Милостью божьей нашей праведной Республики я получил месяц для поправки здоровья на юге, поскольку больше двух месяцев провел в больнице Вожирар на Монпарнасе, которую каждую третью ночь бешено бомбили немецкие цеппелины вопреки Женевской конвенции и всякой здравой логике. Поскольку у меня не было телесных повреждений, а только постоянный тик правого глаза — последствие трех дней, проведенных с мертвецами, и пережитой душевной травмы, — я превратился практически в помощника медицинского персонала.

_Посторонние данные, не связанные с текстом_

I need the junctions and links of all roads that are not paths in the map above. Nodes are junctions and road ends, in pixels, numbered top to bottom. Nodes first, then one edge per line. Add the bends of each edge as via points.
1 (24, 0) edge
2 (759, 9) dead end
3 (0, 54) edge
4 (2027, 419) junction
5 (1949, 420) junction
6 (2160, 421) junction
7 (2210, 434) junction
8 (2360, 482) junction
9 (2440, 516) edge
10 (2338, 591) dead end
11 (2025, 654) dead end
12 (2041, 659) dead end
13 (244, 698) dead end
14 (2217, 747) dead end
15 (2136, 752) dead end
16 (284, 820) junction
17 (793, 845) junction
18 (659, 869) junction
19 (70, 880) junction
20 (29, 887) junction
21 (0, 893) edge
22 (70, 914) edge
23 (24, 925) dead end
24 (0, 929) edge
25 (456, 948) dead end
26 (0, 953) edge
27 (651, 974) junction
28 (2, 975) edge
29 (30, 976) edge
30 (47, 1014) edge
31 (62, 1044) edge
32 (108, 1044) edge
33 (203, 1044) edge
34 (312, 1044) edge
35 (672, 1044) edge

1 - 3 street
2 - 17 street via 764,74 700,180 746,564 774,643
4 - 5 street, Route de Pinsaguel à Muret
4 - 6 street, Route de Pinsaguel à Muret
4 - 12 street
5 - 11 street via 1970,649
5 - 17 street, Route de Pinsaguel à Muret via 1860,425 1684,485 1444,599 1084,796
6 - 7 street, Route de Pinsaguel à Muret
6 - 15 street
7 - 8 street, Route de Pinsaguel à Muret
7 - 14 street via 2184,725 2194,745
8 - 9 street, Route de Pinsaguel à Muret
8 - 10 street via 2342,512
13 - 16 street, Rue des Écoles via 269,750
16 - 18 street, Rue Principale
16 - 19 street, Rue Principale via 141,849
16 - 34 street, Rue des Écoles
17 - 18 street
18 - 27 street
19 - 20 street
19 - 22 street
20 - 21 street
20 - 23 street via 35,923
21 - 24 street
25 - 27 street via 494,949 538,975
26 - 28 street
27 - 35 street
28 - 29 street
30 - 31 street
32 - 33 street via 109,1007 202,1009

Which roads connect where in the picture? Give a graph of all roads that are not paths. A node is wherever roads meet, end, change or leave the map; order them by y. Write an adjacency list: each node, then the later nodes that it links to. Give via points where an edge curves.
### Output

Вечером, когда начинали завывать сирены, я вместе с ними волок доходяг в подвал. Никто не следил за тем, кто кого носит, мы хватали первых, кто просил о помощи. Это дало мне возможность примерить на себя роль Бога. Ты удивишься моим словам, но знай, что я уже не тот человек, которого ты знала и любила. Пусть подлинный Бог сделает так, чтобы ты продолжала меня любить и после этого письма, и после Великой войны, которой сейчас не видно конца. Однако вернемся в больницу Вожирар. Не знаю, нужно ли писать тебе об этом, но я считаю, что и в этих изменившихся обстоятельствах, когда я не уверен, владею ли еще собой, мне нужно по-прежнему быть с тобой искренним, потому что остатками ума я понимаю: подлинная любовь должна основываться на откровенности. Итак, перейдем к горькой правде.

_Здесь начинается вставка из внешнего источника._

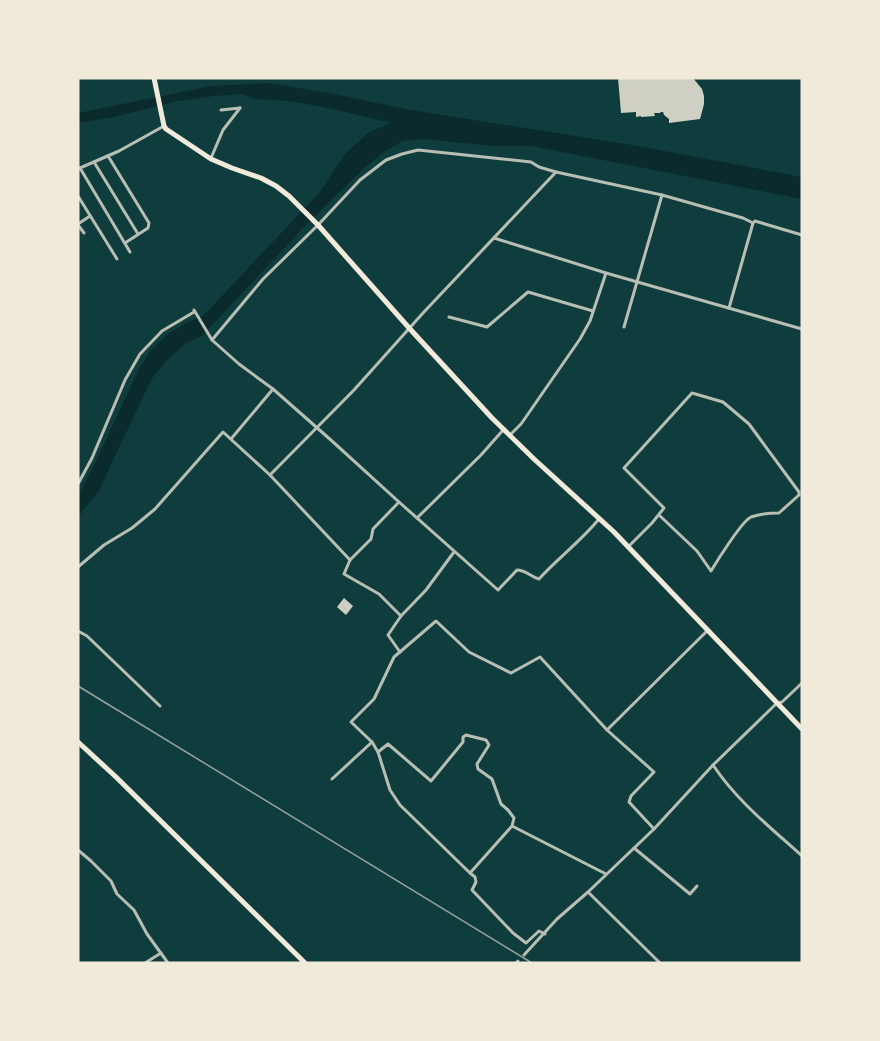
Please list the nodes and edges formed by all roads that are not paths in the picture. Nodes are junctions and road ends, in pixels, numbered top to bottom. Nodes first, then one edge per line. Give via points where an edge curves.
1 (154, 78) edge
2 (221, 110) dead end
3 (164, 126) junction
4 (108, 156) junction
5 (211, 159) junction
6 (94, 162) junction
7 (79, 168) edge
8 (556, 172) junction
9 (662, 195) junction
10 (78, 196) edge
11 (90, 216) junction
12 (753, 223) junction
13 (78, 224) edge
14 (317, 224) junction
15 (84, 233) dead end
16 (138, 234) junction
17 (802, 235) edge
18 (494, 238) junction
19 (125, 243) junction
20 (130, 252) dead end
21 (117, 259) dead end
22 (606, 273) junction
23 (637, 282) junction
24 (729, 308) junction
25 (593, 311) junction
26 (448, 317) dead end
27 (624, 327) dead end
28 (410, 328) junction
29 (802, 329) edge
30 (212, 340) junction
31 (273, 389) junction
32 (317, 428) junction
33 (504, 429) junction
34 (510, 435) junction
35 (231, 439) junction
36 (270, 476) junction
37 (78, 484) edge
38 (399, 502) junction
39 (659, 514) junction
40 (417, 518) junction
41 (599, 519) junction
42 (628, 548) junction
43 (454, 552) junction
44 (350, 560) junction
45 (78, 567) edge
46 (401, 616) junction
47 (78, 631) edge
48 (707, 631) junction
49 (400, 652) junction
50 (802, 683) edge
51 (777, 703) junction
52 (160, 706) dead end
53 (802, 729) edge
54 (607, 730) junction
55 (78, 742) edge
56 (372, 742) junction
57 (378, 752) junction
58 (713, 765) junction
59 (332, 779) dead end
60 (512, 826) junction
61 (654, 829) junction
62 (634, 848) junction
63 (78, 850) edge
64 (802, 856) edge
65 (470, 873) junction
66 (606, 874) junction
67 (697, 886) dead end
68 (588, 892) junction
69 (545, 934) junction
70 (161, 953) junction
71 (524, 955) dead end
72 (145, 963) edge
73 (168, 963) edge
74 (305, 963) edge
75 (660, 963) edge

1 - 3 highway
2 - 5 street via 240,108 223,130
3 - 4 street
3 - 5 highway
4 - 6 street
4 - 16 street via 149,223
5 - 14 highway via 276,186
6 - 7 street
6 - 16 street
7 - 19 street
8 - 9 street
8 - 14 street via 531,162 418,150 386,160 360,180
8 - 18 street
9 - 12 street
9 - 23 street
10 - 11 street
11 - 13 street
11 - 21 street
12 - 17 street
12 - 24 street
13 - 15 street
14 - 28 highway
14 - 30 street via 263,279
16 - 19 street
18 - 22 street
18 - 28 street
19 - 20 street
22 - 23 street
22 - 25 street
23 - 24 street
23 - 27 street
24 - 29 street
25 - 26 street via 528,292 486,327
25 - 34 street via 580,339
28 - 32 street
28 - 33 highway
30 - 31 street
30 - 37 street via 195,312 162,331 140,354
31 - 32 street
31 - 35 street
32 - 36 street
32 - 38 street
33 - 34 highway
33 - 40 street
34 - 41 highway
35 - 36 street
35 - 45 street via 223,432 155,509
36 - 44 street
38 - 40 street
38 - 44 street
39 - 39 street via 664,508 624,468 692,393 723,402 749,424 799,492 779,513 749,518 742,524 711,571 697,551
39 - 42 street
40 - 43 street
41 - 42 highway
41 - 43 street via 539,579 517,570 498,590
42 - 48 highway
43 - 46 street
44 - 46 street via 344,573 379,594
46 - 49 street via 388,634
47 - 52 street
48 - 51 highway
48 - 54 street
49 - 54 street via 436,621 469,652 511,673 540,657
49 - 56 street via 374,699 351,722
50 - 51 street
51 - 53 highway
51 - 58 street
54 - 61 street via 654,772 629,801
55 - 74 highway
56 - 57 street
56 - 59 street
57 - 60 street via 388,744 430,781 463,737 486,740 489,745 478,769 492,779 501,804 514,818
57 - 65 street via 390,790 400,805
58 - 61 street
58 - 64 street via 724,783 755,815
60 - 65 street
60 - 66 street
61 - 62 street
62 - 66 street
62 - 67 street via 690,894
63 - 70 street via 111,881
65 - 69 street via 476,882 472,890 513,933 526,943 539,931
66 - 68 street
68 - 69 street
68 - 75 street
69 - 71 street
70 - 72 street
70 - 73 street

В больницу Вожирар привозили самых тяжелых раненых с Марны и Эны, и многие из них почти не отличались от куколок бабочек в кроватках из паутины. Они уже не были живыми, но еще не вошли в список мертвых, а эвтаназия была запрещена. И все-таки я слышал недовольство врачей тем, что на этих доходяг тратятся йод и морфий, которые могли бы помочь не столь безнадежным. Тогда я решил помочь им. С чистой душой, моя милая Зоэ, без какой бы то ни было злобы. Каждый вечер, как только раздавался вой сирен и проклятые цеппелины направлялись к нашей больнице, я выбирал одного доходягу, чтобы избавить его от мучений. Выбор я совершал, как настоящий Бог, если бы тот сошел на землю: без милости и колебаний, а поскольку я был только человеком, то подавлял стыд и отвращение, утешая себя тем, что у моих жертв под слоями бинтов на голове не видно даже лиц. Итак, освободившись от всех угрызений совести, я взваливал на себя раненого. Тащил его к подвалу очень грубо, чтобы он умер сам или выпускал его из рук, и он как египетская мумия скатывался по ступенькам. Все это в спешке и давке проходило незамеченным, но я все равно старался быть осторожным. Сначала я убивал одного в неделю, потом двоих. Но как только я понял, что разоблачение мне не грозит, а один из докторов даже молчаливо одобряет мои действия, то решил, что каждый вечер, под вой сирен воздушной тревоги, буду лишать жизни одного неизлечимо больного. В конце концов, с мертвыми нужно разговаривать на языке мертвых. Cum mortuis in lingua morta[10].
По этой причине я оставался в больнице Вожирар на два месяца дольше положенного. В моей истории болезни писали, что у меня стабильно плохое состояние, а на самом деле щепетильные доктора держали меня только потому, что видели во мне печальное орудие смерти.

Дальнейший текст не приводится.